La flemme – Laziness
La flamme – Flame
The similar sounding words mean very different things and more importantly, sound very different to les francophones (French speakers). I was still curious how having flemme could mean being lazy, and decided to look up l’origine de l’expression (the origin of the expression).
La flemme dates to at least the le Moyen Âge (the Middle Ages), with traces all the way back in le XIIIe siècle (the 13th century). Historically, la flemme was a reference to le glaire (mucus) or le phlegme (phlegme). To understand why, we have to look at la théorie des humeurs (Humorism), an ancient form of Western medicine where illnesses and temperaments could all explained by les saisons (the seasons), les éléments (the elements), or having too much of something in your body.

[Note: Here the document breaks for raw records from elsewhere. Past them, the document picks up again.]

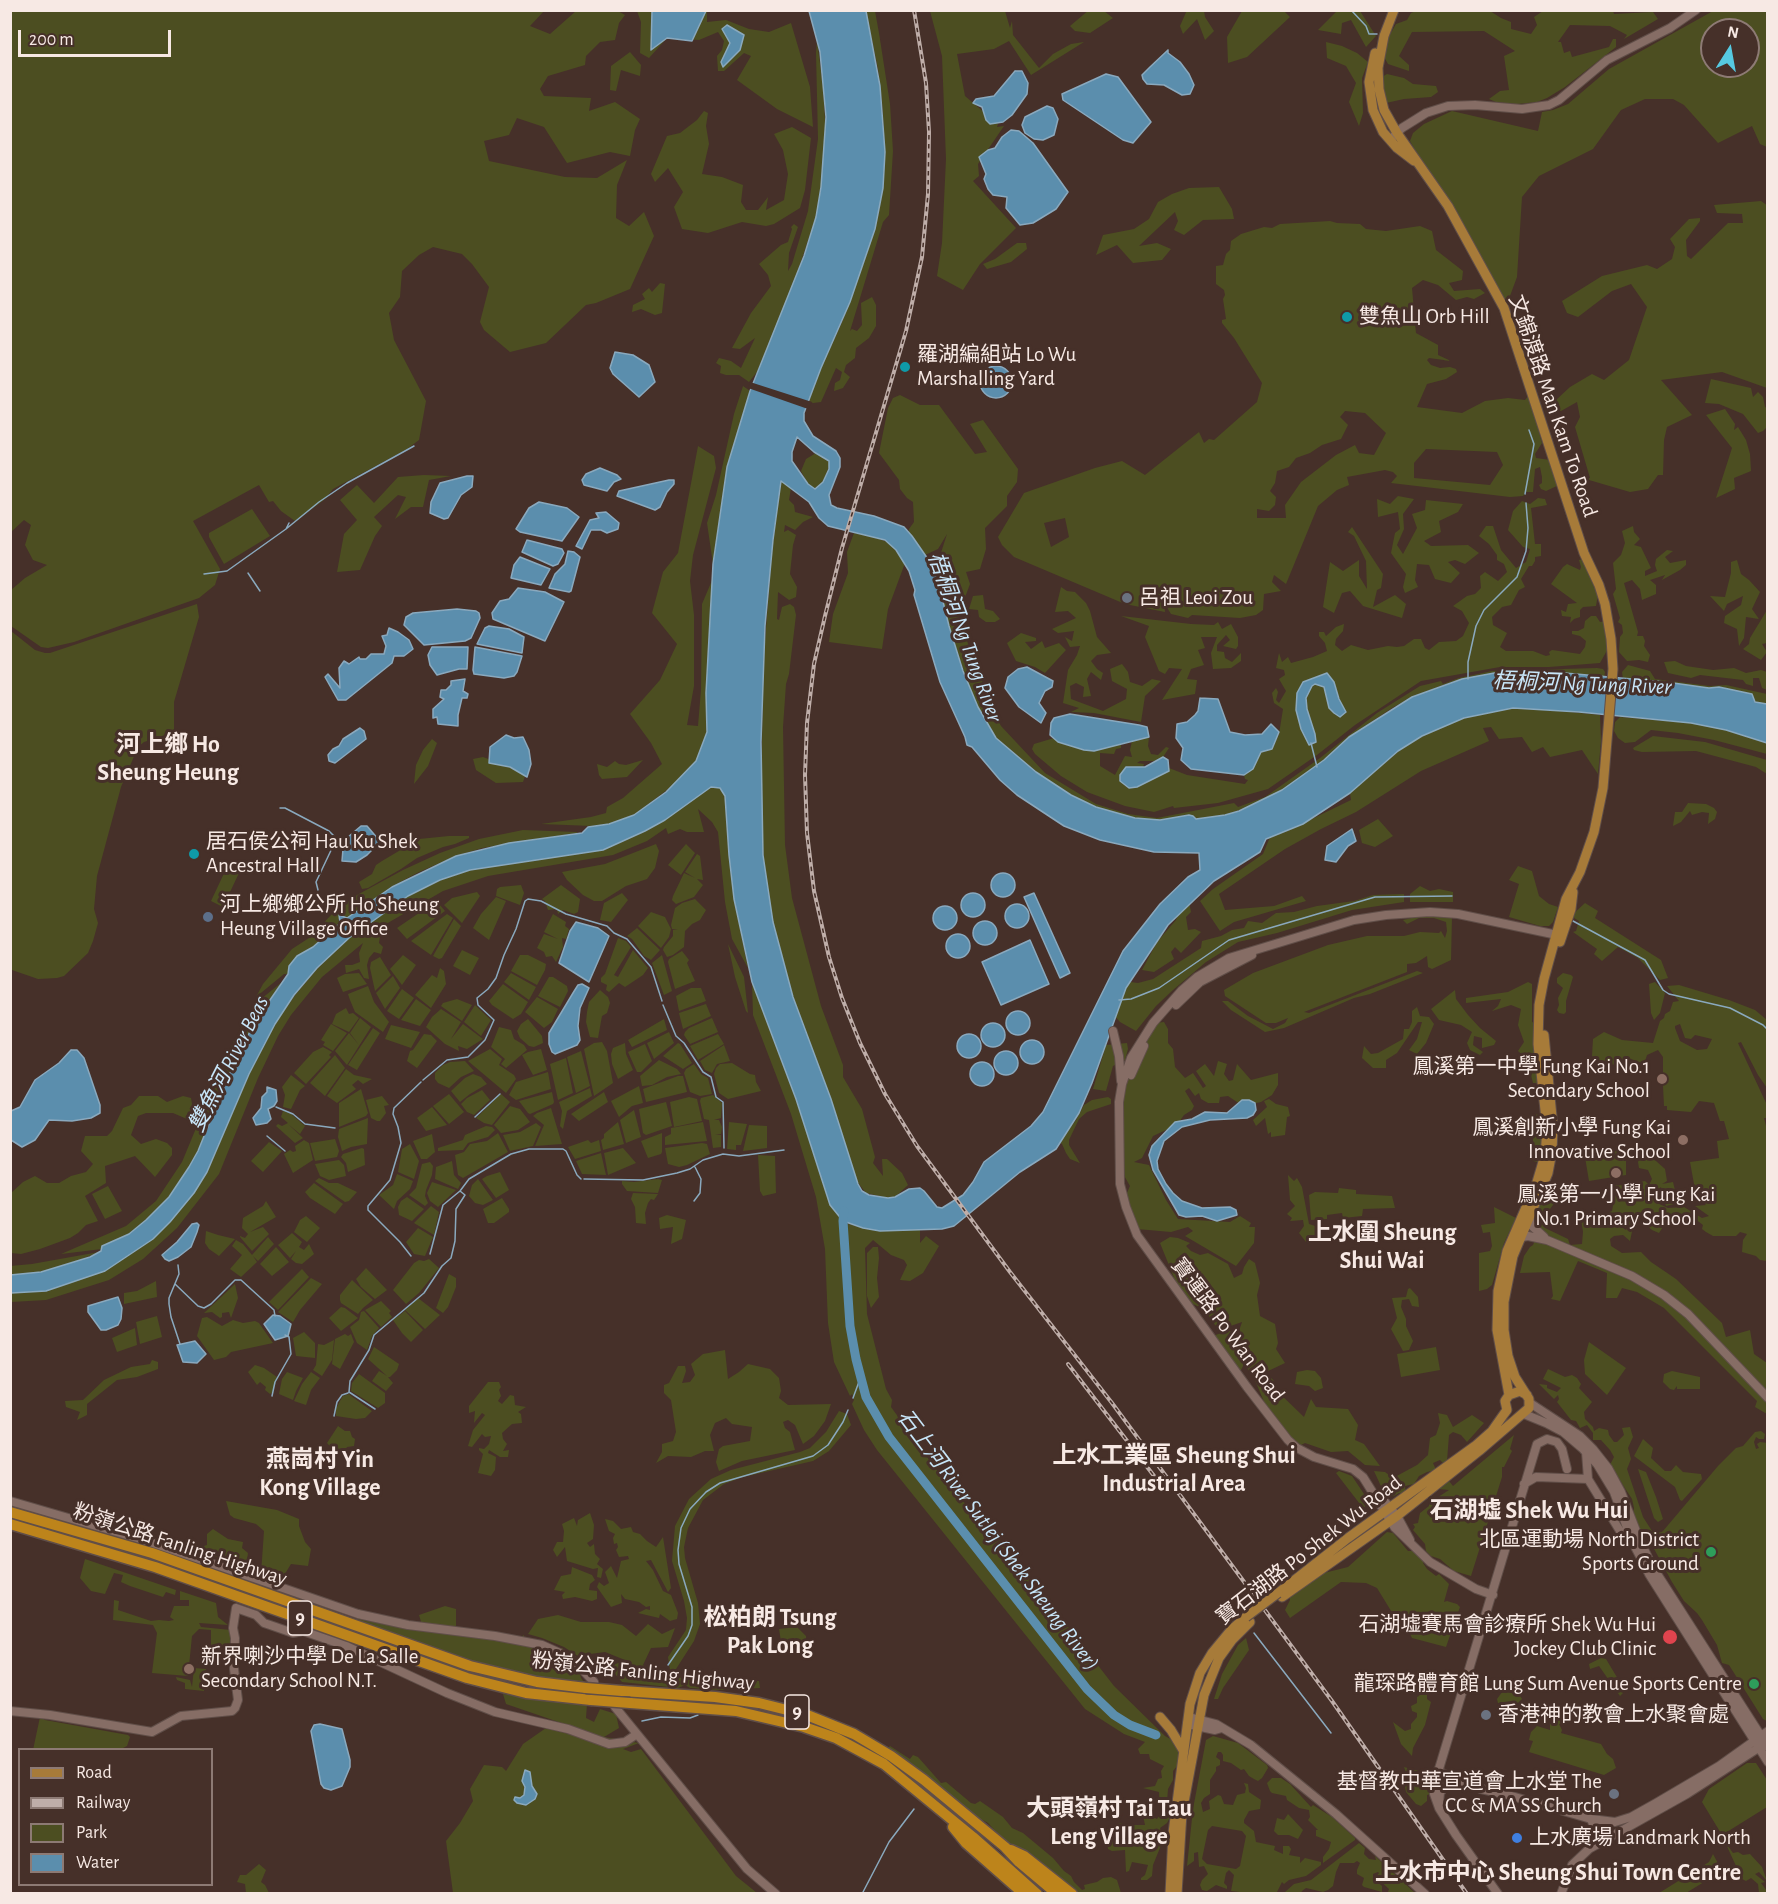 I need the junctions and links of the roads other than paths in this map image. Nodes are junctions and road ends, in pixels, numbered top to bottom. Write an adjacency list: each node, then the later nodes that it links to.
1 (1394, 10): 3 (main road, 文錦渡路 Man Kam To Road)
2 (1696, 10): 3 (street)
3 (1394, 136): 4 (main road, 文錦渡路 Man Kam To Road)
4 (1558, 939): 5 (street, 寶運路 Po Wan Road); 9 (main road); 12 (main road, 寶石湖路 Po Shek Wu Road)
5 (1285, 940): 7 (street, 寶運路 Po Wan Road); 8 (street, 寶運路 Po Wan Road)
6 (1113, 1030): 7 (street)
7 (1122, 1084): 8 (street, 寶運路 Po Wan Road)
8 (1118, 1138): 26 (street, 寶運路 Po Wan Road)
9 (1529, 1215): 10 (street); 11 (main road)
10 (1547, 1240): 11 (street); 13 (street)
11 (1518, 1242): 14 (main road)
12 (1509, 1395): 14 (main road); 15 (main road, 寶石湖路 Po Shek Wu Road)
13 (1767, 1398)
14 (1528, 1399): 16 (main road, 寶石湖路 Po Shek Wu Road); 39 (street)
15 (1507, 1410): 16 (main road); 26 (main road, 寶石湖路 Po Shek Wu Road)
16 (1521, 1415): 17 (street); 28 (main road, 寶石湖路 Po Shek Wu Road)
17 (1586, 1452): 18 (street); 30 (street)
18 (1587, 1465): 19 (street); 23 (street)
19 (1567, 1469): 20 (street); 21 (street)
20 (1529, 1471): 22 (street); 24 (street)
21 (1559, 1477): 22 (street); 23 (street)
22 (1536, 1478): 24 (street)
23 (1588, 1479): 30 (street)
24 (1524, 1484): 31 (street)
25 (10, 1502): 33 (street)
26 (1387, 1510): 28 (street, 寶運路 Po Wan Road); 32 (main road, 寶石湖路 Po Shek Wu Road)
27 (10, 1512): 33 (highway, 粉嶺公路 Fanling Highway / 9)
28 (1393, 1519): 31 (street, 寶運路 Po Wan Road); 32 (main road, 寶石湖路 Po Shek Wu Road)
29 (10, 1524): 45 (highway, 粉嶺公路 Fanling Highway / 9, bridge)
30 (1632, 1541): 39 (street)
31 (1491, 1591): 42 (street)
32 (1280, 1595): 37 (main road, 寶石湖路 Po Shek Wu Road, bridge)
33 (590, 1685): 47 (highway, 粉嶺公路 Fanling Highway / 9, bridge)
34 (615, 1707): 38 (street)
35 (10, 1711): 38 (street)
36 (1160, 1717): 40 (main road)
37 (1193, 1722): 40 (main road, 寶石湖路 Po Shek Wu Road); 55 (main road, 寶石湖路 Po Shek Wu Road); 56 (street)
38 (637, 1734): 49 (street)
39 (1763, 1741): 41 (street); 46 (street); 48 (street)
40 (1183, 1750): 54 (main road, 寶石湖路 Po Shek Wu Road)
41 (1767, 1762)
42 (1437, 1771): 43 (street); 44 (street)
43 (1469, 1784): 44 (street); 46 (street)
44 (1439, 1808): 57 (street)
45 (939, 1810): 50 (highway); 51 (highway, 粉嶺公路 Fanling Highway / 9)
46 (1591, 1819): 48 (street)
47 (1005, 1847): 52 (highway, 粉嶺公路 Fanling Highway / 9); 53 (highway)
48 (1590, 1849): 58 (street)
49 (776, 1893)
50 (1024, 1893)
51 (1037, 1893)
52 (1057, 1893)
53 (1072, 1893)
54 (1170, 1893)
55 (1177, 1893)
56 (1425, 1893)
57 (1498, 1893)
58 (1561, 1893)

According to cette théorie, laziness is caused by having too much of le phlegme!
Alors pourquoi la flemme en français ?
So why la flemme in French?
Le mot et l’expression first entered le français via le mot italien (the Italian word), la flemma. An interesting thing to note is how le phlegme was already a word, but strictly medical like the English word, phlegm. Cependant (however), le phlegme is masculin, while le mot italien is feminin, leading to la flemme being feminine.
To make things more confusing, its spelling en français has changed over the centuries. Le mot was first written as la flème before changing to its modern variant la flemme.
Phlegma (latin) → la flemma (italien) → la flème → la flemme
There is also an older version of l’expression that is slightly different from the common avoir la flemme that is heard today:
Avoir le caractère flemme
To have the lazy character
Avoir la flemme may have nothing to do with le feu, but if you have it and find yourself being a bit too paresseux (lazy), you may not get around to carrying the torch to les jeux Olympiques and just tirer sa flemme (loaf around) instead!